Chapter 13 confirmation orders have a preclusive effect on those issues litigated by or determined at confirmation, as the plan confirmation order is a “final determination” as to those matters it actually addresses. The query before us in this case is what issues were determined by the confirmation orders and, specifically, did the bankruptcy court adjudicate the merits of any individual unsecured creditor’s claim?
The Bankruptcy Code requires the proposed plan to address at plan confirmation only the collective amount that all the Chapter 13 debtor’s unsecured creditors as a class will receive after satisfaction of any secured or priority debts. No code provision provides for the determination of the merits of an individual unsecured claim within the class of unsecured claims as part of plan confirmation. As a matter of statutory direction, the treatment of each individual secured creditor’s claim is bound up in plan confirmation, while an individual unsecured creditor’s claim is not.

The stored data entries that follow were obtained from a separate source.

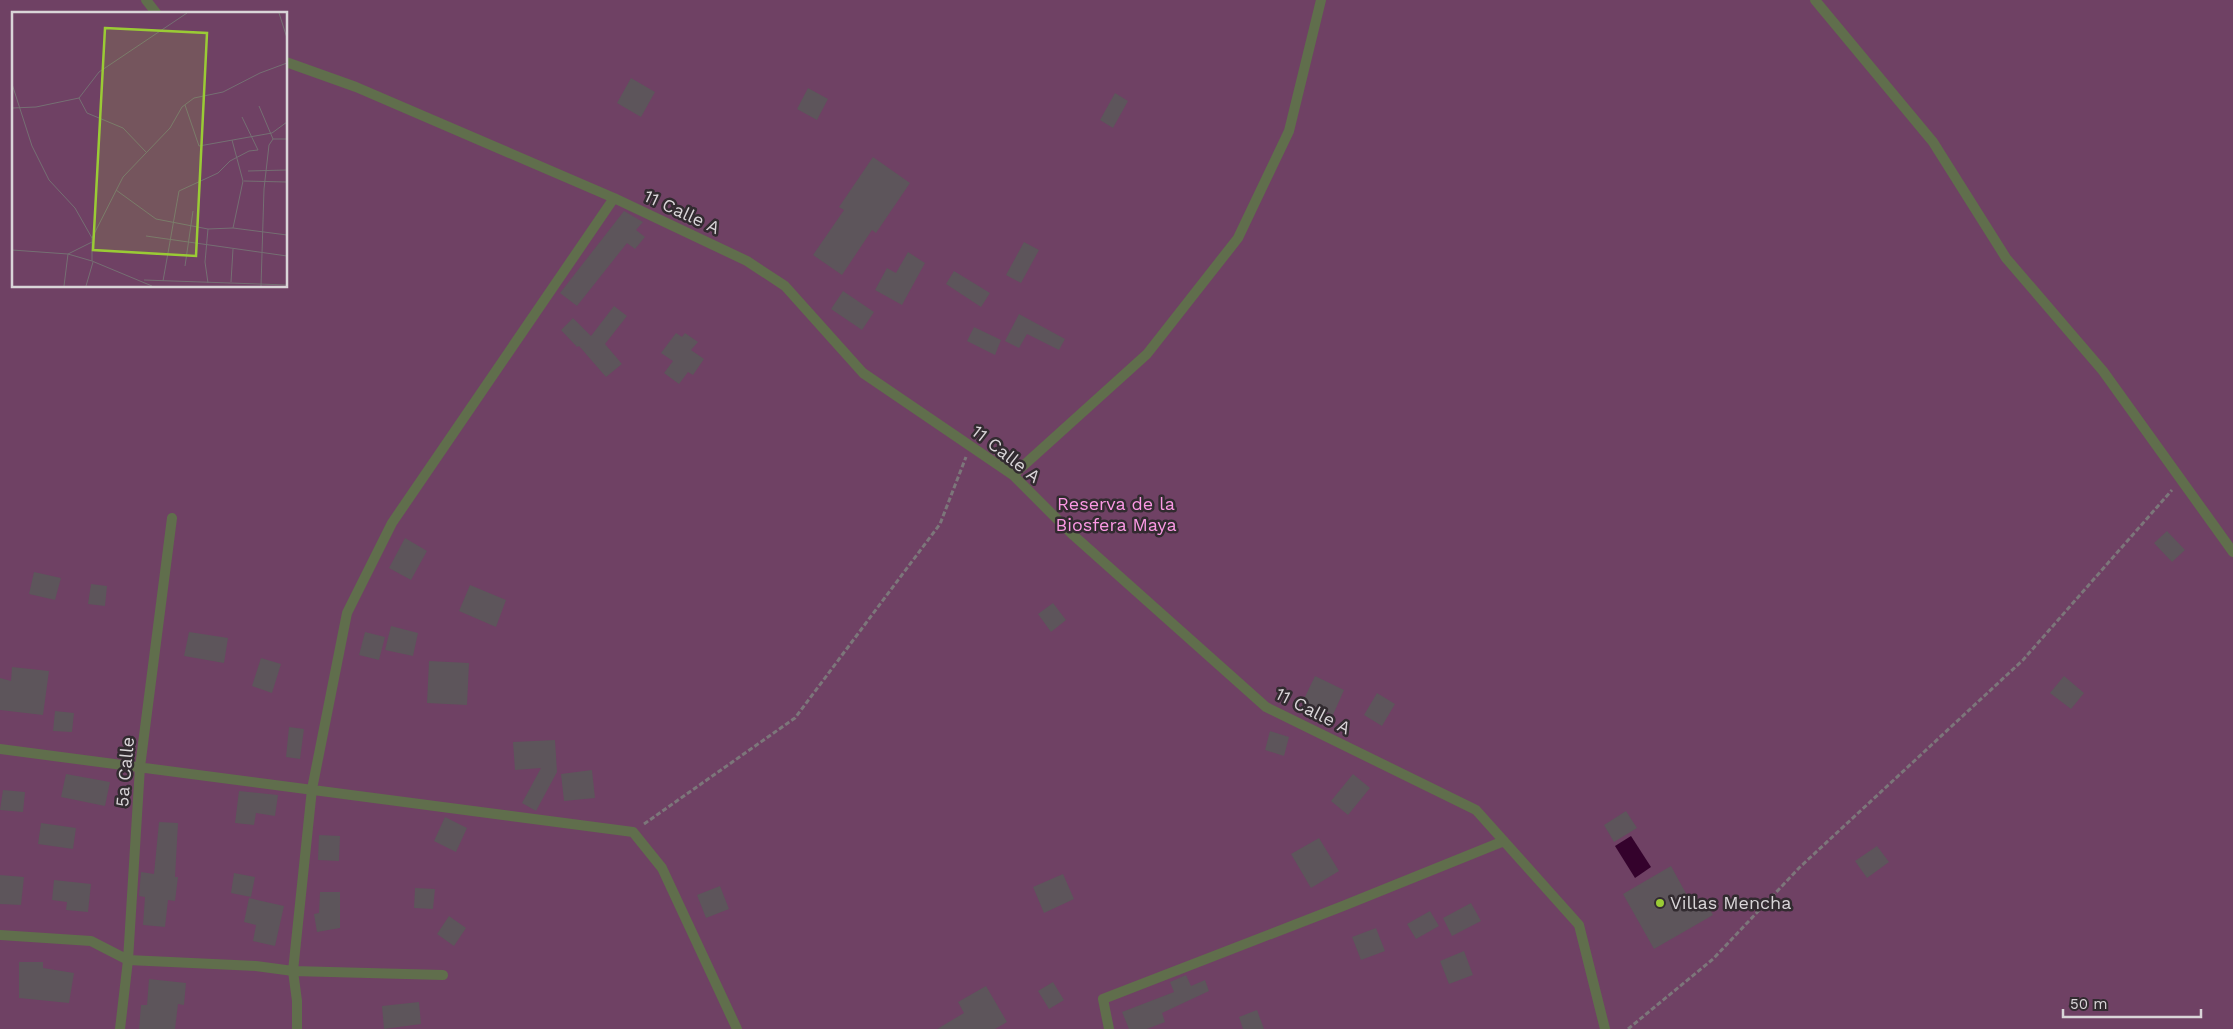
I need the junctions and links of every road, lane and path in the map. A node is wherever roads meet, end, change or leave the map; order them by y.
1 (146, 0) edge
2 (1322, 0) edge
3 (1815, 0) edge
4 (155, 12) edge
5 (288, 63) edge
6 (614, 198) junction
7 (970, 446) junction
8 (1013, 475) junction
9 (2180, 480) junction
10 (172, 518) dead end
11 (2233, 552) edge
12 (0, 749) edge
13 (140, 766) junction
14 (312, 789) junction
15 (633, 832) junction
16 (1504, 841) junction
17 (0, 935) edge
18 (128, 960) junction
19 (293, 971) junction
20 (443, 975) dead end
21 (120, 1029) edge
22 (297, 1029) edge
23 (737, 1029) edge
24 (1109, 1029) edge
25 (1604, 1029) edge
26 (1628, 1029) edge

1 - 4 street
2 - 8 street
3 - 9 street
5 - 6 street, 11 Calle A
6 - 7 street, 11 Calle A
6 - 14 street
7 - 8 street, 11 Calle A
7 - 15 path
8 - 16 street, 11 Calle A
9 - 11 street
9 - 26 path
10 - 13 street, 5a Calle
12 - 13 street
13 - 14 street
13 - 18 street, 5a Calle
14 - 15 street
14 - 19 street
15 - 23 street
16 - 24 street
16 - 25 street, 11 Calle A
17 - 18 street
18 - 19 street
18 - 21 street, 5a Calle
19 - 20 street
19 - 22 street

An unsecured creditor’s claim, if filed before plan confirmation, has already been “deemed allowed” under § 502(a) without any action of the bankruptcy court. There is nothing under the Bankruptcy Code for the court to adjudicate at plan confirmation regarding an individual unsecured creditor’s claim. That matter can only arise should an objection be made under § 502.
The issue for res judicata purposes is whether the “cause of action” in the later proceeding – the validity of debtors’ objections to LVNV’s claims – was any part of the cause of action in the first proceeding, plan confirmation. As to unsecured creditors, it was not. The specific statutory structure for adjudication of objections to claims leads to the conclusion that Congress has made Chapter 13 plan confirmation and claim allowance on contested unsecured claims to be separate and distinct actions within a debtor’s bankruptcy proceeding.
Res judicata cannot apply to bar debtors’ objections to LVNV’s claims. This court’s conclusion in Covert v. LVNV Funding LLC, 779 F.3rd 242 (4th Cir. 2015), and the 7th Circuit opinion in D&K Properties Crystal Lake v. Mut. Life Ins. Co. of N.Y., 112 F.3rd 259 (7th Cir. 1997), do not compel a different conclusion.
LVNV Funding LLC v. Harling (Agee) No. 16-1346, March 30, 2017; USBC at Columbia, S.C. (Duncan) Adam C. Bach for appellant; Jane H. Downey for appellees. VLW 017-2-077, 20 pp.